Anne Elizabeth McDowell (June 23, 1826 – September 30, 1901) was the first American woman to edit and run a weekly newspaper composed and published solely by women. The Woman's Advocate, which started in 1855, was not the first newspaper run by women. However, unlike other newspapers such as The Lily and The Una, the Woman's Advocate was "produced exclusively by the joint-stock capital, energies, and industry of females." (Women's Advocate, Jan. 5, 1856).

==Early life==
McDowell was born in Smyrna, Delaware. She was the daughter of William McDowell and Mary (Bassett) McDowell. Her father died when she was three years old in 1829. She was the only girl and the eldest of two brothers and one half brother from her mother's second marriage to George W. Pickering. Anne moved from Delaware to Philadelphia when she was still a child. Little is known about her early life, beyond that she used to attend Sunday school at St. Paul's Protestant Episcopal Church.

== Women's Advocate ==
The Women's Advocate was a weekly newspaper in Philadelphia started in January 1855 and was published until approximately 1860. The paper was run completely by women, which means that from the articles in the front page up until the copy editing was all produced only by female employees. There were other papers run by women at that time, however, the Advocate was the only and first one to hire only females. The style of the newspaper was similar to mid-nineteenth-century women's magazines such as Ros Ballaster. Margaret Beetham. Elizabeth Frazer and Sandra Hebron magazines.

The content of the paper did not focus on the claim for political rights of women, but instead the claim for commitment to literature, general news, scientific improvements and inventions and hopefully a family paper.

McDowell was a feminist and shared the idea of a workplace where women did not “clamor for the political rights of woman” but instead would focus in the use of her rights as women to make a life as she wrote in the paper on Jan. 12, 1856.

Lydia Jane Wheeler Peirson and Mary Vaughn were editors and contributors, and many others notable at that time such as Elizabeth Cady Stanton, Jane Swisshelm, Susan B. Anthony, and Pauline Wright Davis supported the paper and recommended it as a source for women's rights.
- The paper was a heavy financial drain and eventually McDowell was forced to go out of business.
- The price of the paper was two dollars in that period of time.

==Later career==
After the Women's Advocate she became the editor of the woman's department of the Philadelphia Sunday Dispatch from 1860 until 1871. Eleven years later she was at the same post at the Philadelphia Sunday Republic.

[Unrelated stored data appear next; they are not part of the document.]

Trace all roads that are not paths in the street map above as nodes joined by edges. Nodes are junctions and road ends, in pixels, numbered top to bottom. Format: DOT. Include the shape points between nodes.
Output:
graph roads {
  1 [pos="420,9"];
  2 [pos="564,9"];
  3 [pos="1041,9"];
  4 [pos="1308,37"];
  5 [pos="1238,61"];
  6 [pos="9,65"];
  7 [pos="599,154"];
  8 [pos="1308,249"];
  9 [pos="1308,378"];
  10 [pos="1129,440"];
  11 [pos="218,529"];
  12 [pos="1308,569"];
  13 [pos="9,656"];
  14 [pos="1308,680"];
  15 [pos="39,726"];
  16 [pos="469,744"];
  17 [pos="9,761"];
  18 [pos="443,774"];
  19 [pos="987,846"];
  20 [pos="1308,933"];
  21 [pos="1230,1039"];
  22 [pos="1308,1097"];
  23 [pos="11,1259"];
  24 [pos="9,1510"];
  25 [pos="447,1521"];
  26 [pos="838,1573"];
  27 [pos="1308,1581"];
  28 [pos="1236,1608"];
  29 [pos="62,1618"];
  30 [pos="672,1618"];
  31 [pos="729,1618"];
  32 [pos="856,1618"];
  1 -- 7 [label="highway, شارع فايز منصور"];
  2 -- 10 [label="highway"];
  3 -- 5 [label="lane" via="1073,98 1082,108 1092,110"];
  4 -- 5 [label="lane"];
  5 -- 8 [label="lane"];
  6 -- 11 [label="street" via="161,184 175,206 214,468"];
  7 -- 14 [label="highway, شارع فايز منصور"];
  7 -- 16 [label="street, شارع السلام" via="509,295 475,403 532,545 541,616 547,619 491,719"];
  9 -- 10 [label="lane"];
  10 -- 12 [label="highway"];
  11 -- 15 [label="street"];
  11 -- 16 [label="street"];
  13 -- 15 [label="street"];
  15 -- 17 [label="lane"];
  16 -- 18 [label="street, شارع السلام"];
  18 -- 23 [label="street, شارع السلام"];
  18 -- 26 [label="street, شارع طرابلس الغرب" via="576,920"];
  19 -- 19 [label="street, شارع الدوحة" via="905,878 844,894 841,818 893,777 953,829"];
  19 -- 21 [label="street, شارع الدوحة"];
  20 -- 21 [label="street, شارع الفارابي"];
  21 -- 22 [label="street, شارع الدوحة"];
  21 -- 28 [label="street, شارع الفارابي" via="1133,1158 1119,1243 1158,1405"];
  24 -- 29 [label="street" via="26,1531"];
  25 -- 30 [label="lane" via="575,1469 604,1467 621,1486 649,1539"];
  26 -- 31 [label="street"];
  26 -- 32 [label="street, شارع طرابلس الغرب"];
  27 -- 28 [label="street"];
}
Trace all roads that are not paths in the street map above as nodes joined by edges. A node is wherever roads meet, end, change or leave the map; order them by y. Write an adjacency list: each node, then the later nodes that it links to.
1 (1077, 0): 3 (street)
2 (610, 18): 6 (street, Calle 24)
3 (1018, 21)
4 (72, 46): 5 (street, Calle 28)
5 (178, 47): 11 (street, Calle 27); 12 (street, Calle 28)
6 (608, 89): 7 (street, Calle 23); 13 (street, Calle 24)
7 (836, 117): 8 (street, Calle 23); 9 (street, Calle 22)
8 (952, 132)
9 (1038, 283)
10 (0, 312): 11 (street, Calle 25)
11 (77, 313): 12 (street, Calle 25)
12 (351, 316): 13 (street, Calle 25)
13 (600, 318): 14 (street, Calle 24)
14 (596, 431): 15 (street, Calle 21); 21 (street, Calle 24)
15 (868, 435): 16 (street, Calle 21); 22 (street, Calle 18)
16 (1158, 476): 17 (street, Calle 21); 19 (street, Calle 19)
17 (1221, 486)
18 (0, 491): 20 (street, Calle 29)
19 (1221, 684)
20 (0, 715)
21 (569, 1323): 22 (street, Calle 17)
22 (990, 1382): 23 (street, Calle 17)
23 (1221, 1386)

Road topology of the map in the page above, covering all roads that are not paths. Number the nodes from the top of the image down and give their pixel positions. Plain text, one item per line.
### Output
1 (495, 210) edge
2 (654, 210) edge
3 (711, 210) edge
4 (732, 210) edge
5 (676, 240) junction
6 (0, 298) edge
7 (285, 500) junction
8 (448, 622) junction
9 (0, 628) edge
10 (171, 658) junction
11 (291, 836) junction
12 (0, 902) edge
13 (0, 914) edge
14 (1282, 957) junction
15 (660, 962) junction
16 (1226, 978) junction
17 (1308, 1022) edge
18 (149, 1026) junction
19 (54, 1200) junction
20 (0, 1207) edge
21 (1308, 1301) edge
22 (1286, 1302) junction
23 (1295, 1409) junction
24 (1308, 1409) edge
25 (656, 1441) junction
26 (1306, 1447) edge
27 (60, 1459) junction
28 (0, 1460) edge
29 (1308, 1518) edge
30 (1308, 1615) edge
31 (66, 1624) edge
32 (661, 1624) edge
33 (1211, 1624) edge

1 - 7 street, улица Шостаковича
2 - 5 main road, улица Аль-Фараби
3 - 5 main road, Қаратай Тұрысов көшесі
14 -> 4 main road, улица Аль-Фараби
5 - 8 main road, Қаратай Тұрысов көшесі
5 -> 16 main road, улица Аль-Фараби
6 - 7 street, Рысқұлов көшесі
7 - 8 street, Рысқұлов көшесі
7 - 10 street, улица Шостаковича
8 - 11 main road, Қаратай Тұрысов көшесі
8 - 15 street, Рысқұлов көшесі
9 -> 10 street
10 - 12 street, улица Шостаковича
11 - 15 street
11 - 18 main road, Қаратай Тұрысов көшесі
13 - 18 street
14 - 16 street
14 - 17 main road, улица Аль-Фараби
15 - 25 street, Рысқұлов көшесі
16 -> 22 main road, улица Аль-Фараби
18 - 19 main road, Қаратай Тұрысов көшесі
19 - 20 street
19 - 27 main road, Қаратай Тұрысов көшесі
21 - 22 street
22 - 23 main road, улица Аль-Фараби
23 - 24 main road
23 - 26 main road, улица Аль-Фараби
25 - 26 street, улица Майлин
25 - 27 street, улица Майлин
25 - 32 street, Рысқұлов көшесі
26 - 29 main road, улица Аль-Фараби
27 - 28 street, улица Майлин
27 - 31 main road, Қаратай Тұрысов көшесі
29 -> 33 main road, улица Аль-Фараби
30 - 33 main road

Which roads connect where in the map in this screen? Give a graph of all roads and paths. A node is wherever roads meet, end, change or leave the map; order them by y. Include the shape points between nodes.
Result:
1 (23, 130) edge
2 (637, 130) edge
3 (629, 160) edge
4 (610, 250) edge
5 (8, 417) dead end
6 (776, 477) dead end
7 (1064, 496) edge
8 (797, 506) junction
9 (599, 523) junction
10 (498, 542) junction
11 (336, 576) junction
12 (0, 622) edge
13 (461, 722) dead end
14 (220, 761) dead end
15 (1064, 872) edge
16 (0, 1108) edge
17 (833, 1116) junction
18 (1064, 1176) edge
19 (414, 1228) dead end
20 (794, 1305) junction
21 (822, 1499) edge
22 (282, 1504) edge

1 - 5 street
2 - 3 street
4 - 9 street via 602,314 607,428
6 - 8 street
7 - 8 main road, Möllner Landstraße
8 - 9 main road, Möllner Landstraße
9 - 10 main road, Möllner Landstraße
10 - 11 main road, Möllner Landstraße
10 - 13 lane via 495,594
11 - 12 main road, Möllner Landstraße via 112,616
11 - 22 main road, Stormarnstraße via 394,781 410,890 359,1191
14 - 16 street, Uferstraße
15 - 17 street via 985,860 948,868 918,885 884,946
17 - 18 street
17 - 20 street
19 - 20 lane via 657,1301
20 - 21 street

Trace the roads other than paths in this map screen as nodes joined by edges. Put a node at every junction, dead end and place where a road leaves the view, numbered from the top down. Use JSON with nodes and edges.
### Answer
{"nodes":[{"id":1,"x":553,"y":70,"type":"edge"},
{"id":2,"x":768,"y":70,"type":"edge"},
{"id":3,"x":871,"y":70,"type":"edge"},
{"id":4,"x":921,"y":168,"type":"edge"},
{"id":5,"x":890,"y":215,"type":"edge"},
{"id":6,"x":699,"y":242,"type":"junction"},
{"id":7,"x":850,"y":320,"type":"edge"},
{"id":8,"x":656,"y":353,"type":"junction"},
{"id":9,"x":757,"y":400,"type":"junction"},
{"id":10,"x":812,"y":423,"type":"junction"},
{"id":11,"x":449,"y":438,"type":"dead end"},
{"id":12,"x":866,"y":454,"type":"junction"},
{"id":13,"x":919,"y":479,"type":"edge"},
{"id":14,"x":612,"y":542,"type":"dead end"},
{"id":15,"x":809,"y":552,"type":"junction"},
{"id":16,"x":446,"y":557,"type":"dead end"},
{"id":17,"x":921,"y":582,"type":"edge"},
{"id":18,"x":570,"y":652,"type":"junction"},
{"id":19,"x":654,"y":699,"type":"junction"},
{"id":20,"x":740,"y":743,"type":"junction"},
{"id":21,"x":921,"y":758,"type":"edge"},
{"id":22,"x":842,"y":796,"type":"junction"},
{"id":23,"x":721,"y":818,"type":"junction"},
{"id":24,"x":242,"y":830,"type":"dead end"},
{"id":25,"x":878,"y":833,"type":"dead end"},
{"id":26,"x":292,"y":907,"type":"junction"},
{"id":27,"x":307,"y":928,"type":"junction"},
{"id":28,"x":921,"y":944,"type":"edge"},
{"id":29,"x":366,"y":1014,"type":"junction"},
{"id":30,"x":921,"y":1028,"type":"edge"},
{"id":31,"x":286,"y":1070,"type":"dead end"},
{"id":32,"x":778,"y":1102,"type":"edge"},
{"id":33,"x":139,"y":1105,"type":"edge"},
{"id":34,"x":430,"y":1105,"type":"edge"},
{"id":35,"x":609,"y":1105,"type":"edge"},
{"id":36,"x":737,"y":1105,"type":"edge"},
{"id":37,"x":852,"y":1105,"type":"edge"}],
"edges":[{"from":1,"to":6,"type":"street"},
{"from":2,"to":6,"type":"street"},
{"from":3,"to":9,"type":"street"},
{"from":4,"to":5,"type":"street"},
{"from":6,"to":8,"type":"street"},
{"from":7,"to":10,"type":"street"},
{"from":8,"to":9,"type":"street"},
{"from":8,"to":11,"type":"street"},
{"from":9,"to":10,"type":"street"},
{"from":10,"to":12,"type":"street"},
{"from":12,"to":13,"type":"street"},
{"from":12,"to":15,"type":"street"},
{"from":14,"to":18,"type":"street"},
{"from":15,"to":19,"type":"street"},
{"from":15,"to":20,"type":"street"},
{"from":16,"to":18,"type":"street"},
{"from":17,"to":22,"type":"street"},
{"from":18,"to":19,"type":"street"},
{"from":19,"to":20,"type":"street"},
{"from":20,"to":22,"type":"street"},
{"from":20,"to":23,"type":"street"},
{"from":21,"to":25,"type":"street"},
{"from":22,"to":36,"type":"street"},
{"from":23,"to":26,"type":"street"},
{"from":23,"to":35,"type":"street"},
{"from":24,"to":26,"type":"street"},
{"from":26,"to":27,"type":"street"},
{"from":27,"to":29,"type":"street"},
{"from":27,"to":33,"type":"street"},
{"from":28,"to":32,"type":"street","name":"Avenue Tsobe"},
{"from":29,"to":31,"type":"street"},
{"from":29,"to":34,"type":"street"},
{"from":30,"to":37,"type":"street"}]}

Later in her life, she established the McDowell Free Library for the women who worked at Wanamaker's department store. The store's owner, John Wanamaker, wrote a letter for McDowell on her birthday offering her the opportunity to set up a library for the women employees at the store, which was called the McDowell Free Library. The library was designated for the convenience of the women folks who he considered to be also great readers. "In honors of a woman who has spent her life as a worker for women."

According to Wanamaker, McDowell was able to put the library into operation as quickly as possible. She was also able to make the rules and select the books available in the library.

== Death ==
McDowell died at the age of 75 years in 1901. She was paralyzed in one leg from an illness and died of paralysis. She was buried in Arlington Cemetery, Drexel Hill, Pa.